At their February 8 meeting, the Lehigh Township Board of Supervisors discussed police fleet management. The fleet currently has five vehicles, down from eight this past year. Of those vehicles, two are sedans, one is an SUV, one is a pickup truck for special details, and the other is a K9 Unit vehicle.  Two separate police car incidents, one last September and one this past January, crippled the force’s fleet.  Police Chief Scott Fogel presented information, seeking the immediate purchase of a new Ford SUV police vehicle for the cost of $43,880 from Whitmoyer Auto Group in Mount Joy.  In addition to this purchase, a request for trying to obtain one of two additional vehicles via a bidding system was addressed.  A motion was passed to authorize the purchase of the Ford as well as bid on a used police vehicle SUV up to $15,000.  The second vehicle in question, a non-up fitted sedan, will be discussed at the next meeting as to the maximum bid for purchase based on the success of bidding on the first vehicle. 

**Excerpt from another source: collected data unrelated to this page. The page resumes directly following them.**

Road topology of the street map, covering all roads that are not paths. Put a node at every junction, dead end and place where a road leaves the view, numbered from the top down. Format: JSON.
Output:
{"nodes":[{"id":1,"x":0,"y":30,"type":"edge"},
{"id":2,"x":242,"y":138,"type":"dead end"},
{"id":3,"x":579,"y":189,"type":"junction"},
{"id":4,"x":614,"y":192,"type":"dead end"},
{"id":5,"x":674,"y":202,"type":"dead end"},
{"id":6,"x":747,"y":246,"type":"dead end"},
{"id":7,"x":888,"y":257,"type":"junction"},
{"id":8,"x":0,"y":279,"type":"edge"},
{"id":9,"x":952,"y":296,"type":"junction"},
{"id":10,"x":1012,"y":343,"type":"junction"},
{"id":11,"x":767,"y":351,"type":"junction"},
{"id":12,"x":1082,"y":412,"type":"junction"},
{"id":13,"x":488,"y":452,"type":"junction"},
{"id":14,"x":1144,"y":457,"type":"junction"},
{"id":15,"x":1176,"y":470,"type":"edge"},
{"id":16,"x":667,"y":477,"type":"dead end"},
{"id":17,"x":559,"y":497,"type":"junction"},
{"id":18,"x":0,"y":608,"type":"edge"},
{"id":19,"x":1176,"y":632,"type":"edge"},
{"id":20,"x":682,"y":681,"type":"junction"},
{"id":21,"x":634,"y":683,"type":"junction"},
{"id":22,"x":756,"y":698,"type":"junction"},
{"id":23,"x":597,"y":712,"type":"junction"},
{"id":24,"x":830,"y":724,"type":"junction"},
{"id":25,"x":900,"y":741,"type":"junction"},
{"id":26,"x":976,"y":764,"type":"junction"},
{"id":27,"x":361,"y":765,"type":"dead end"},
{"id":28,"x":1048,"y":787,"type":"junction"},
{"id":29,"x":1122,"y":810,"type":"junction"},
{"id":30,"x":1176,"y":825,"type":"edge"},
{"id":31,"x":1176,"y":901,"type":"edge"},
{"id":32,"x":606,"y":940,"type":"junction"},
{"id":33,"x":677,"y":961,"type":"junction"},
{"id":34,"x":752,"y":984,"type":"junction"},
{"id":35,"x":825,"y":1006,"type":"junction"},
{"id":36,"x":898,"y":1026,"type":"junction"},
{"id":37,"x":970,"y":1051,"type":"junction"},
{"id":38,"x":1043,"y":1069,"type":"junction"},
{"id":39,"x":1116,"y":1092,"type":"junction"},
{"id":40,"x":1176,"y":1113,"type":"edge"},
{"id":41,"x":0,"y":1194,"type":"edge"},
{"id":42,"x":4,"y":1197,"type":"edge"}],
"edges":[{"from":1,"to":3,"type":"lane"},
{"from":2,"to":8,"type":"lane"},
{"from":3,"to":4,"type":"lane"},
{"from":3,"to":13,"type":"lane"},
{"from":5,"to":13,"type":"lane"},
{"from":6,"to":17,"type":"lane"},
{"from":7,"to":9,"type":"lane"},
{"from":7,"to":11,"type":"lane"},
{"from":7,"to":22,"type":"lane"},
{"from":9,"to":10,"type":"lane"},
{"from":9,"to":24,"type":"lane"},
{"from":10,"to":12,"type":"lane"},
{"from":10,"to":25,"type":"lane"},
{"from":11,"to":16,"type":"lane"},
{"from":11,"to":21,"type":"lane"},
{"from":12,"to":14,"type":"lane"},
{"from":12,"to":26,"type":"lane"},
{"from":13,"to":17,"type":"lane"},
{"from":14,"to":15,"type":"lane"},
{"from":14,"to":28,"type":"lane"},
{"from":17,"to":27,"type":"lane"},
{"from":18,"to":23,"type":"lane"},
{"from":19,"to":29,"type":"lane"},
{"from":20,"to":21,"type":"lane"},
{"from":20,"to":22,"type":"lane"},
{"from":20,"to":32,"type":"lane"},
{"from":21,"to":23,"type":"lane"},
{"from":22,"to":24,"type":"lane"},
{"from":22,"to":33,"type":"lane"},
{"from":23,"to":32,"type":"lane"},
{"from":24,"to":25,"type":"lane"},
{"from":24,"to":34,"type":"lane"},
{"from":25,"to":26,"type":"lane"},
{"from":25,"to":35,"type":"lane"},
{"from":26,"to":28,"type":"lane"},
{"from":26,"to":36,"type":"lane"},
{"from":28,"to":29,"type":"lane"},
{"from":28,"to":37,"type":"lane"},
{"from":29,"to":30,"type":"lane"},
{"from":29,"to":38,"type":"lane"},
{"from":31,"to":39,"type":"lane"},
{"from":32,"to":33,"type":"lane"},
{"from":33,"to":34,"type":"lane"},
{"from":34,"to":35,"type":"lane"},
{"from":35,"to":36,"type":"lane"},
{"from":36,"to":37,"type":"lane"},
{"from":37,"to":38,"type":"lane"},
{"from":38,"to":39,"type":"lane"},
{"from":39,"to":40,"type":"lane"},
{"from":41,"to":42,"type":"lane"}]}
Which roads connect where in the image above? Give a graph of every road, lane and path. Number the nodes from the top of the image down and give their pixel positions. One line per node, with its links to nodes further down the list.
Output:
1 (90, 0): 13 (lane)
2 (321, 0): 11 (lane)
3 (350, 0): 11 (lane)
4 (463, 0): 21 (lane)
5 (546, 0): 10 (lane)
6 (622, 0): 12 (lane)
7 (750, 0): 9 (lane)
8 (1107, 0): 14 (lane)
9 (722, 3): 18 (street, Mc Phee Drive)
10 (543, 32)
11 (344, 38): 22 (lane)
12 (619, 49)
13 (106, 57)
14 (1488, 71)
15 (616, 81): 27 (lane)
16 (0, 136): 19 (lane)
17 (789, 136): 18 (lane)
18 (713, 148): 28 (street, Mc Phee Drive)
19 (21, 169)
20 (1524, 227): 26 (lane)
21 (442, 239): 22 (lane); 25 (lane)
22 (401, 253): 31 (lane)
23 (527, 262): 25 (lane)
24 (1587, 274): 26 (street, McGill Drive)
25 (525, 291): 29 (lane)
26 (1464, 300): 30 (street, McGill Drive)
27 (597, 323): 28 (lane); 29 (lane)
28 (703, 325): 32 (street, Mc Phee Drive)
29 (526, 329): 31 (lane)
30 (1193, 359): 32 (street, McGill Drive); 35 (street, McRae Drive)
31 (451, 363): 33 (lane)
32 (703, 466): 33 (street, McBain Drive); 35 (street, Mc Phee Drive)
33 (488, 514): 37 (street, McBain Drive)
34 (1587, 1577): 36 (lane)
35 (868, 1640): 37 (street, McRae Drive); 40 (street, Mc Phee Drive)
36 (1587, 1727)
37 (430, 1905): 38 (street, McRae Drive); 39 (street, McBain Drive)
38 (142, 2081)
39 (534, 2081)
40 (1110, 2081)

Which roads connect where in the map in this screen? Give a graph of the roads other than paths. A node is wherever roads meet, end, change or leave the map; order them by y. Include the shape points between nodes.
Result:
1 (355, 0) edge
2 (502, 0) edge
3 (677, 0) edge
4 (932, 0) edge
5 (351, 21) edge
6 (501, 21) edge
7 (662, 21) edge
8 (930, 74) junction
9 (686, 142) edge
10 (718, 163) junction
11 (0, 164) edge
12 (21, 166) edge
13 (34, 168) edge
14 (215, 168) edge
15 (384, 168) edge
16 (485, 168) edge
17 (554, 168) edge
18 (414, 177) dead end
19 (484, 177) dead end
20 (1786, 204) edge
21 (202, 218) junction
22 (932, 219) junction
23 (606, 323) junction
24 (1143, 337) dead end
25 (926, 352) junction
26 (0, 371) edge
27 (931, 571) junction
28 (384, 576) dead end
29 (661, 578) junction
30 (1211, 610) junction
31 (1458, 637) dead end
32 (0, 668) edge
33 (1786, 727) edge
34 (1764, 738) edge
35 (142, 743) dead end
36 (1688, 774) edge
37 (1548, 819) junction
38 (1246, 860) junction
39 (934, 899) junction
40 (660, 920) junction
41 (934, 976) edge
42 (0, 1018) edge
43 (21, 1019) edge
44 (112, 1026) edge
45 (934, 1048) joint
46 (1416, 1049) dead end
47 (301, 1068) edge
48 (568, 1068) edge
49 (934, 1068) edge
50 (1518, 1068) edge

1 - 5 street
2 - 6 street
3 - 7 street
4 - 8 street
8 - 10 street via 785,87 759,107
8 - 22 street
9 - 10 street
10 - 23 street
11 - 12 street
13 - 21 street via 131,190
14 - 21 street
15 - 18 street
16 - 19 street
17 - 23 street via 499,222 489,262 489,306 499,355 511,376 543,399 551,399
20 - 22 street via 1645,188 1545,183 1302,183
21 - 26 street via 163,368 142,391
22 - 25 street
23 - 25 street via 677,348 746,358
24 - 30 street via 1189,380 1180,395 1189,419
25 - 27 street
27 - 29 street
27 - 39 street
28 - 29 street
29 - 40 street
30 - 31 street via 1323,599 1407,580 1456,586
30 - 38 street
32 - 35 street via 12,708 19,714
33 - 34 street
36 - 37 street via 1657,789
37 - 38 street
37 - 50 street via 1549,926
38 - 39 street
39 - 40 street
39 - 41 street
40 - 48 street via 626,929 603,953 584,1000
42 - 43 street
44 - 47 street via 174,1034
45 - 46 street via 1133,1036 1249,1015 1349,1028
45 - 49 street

The Lehigh Township Police Department is seeking accreditation from The Commission on Accreditation for Law Enforcement Agencies, Inc.  On February 1 and 2, the police force did an accreditation assessment. This included review of the force’s policies, equipment, vehicles and the overall station.  The accreditation will be decided in mid-March. Chief Fogel stated they are “doing things the best way possible.” 

“It is something the township should be proud of as well as the department,” said Chief Fogel.  Twelve percent of police agencies are accredited in the United States.

With that accreditation came policy recommendations and Resolution 2022-7 came into motion. It addressed changes in the police manual’s summary arrest powers to be made under certain circumstances.  Under this new resolution, police have the right to make arrests without warrant in summary violations, such as disorderly conduct, public drunkenness and disturbing the peace. 

K-9 Cash with his plush stuffed Cash.

There is a 100% fundraiser for Cash, the 5-year-old Belgian Malinois of the Lehigh Township K-9 Unit at On the website you can purchase a plush stuffed Cash for $25. Cash is funded solely by fundraisers and donations. 

In planning, extensions of time were granted to seven companies. All of their plans were set to expire at the end of the month. Those companies include: J&T Enterprises Land Development, Northwoods Land Development, Obenski Land Development, Tim Pitts Subdivision, Donald and Judy Latshaw Minor Subdivision, Hafner Revocable Living Trust and Top of the Mountain Estates Major Subdivision. Extensions were all approved, and go as far out as June of this year. 

Other news covered during the meeting was the addressing of truck traffic on Walnut Drive. Law enforcement is giving the area more attention, and also monitoring truck inspections.  The 2022 Fire Officers were called out and recognized for their great service to the community.  The township is applying for grants to help fix/replace the maintenance building. In zoning, the month showed slow on permits and complaints and high on zoning appeals. 

Finally, the office of public works is focusing on its annual hiring for this coming summer season.  The township will hire multiple individuals primarily to cut grass and help with landscaping.  The position will be from April 15 through October 15. The pay starts at $11/hour for new hires. Additional pay will be given to those seeking a return to this position from previous seasons. A motion was granted to start the advertising for this employment. 

The next scheduled township meeting will be held on Tuesday, February 22 at 7 p.m.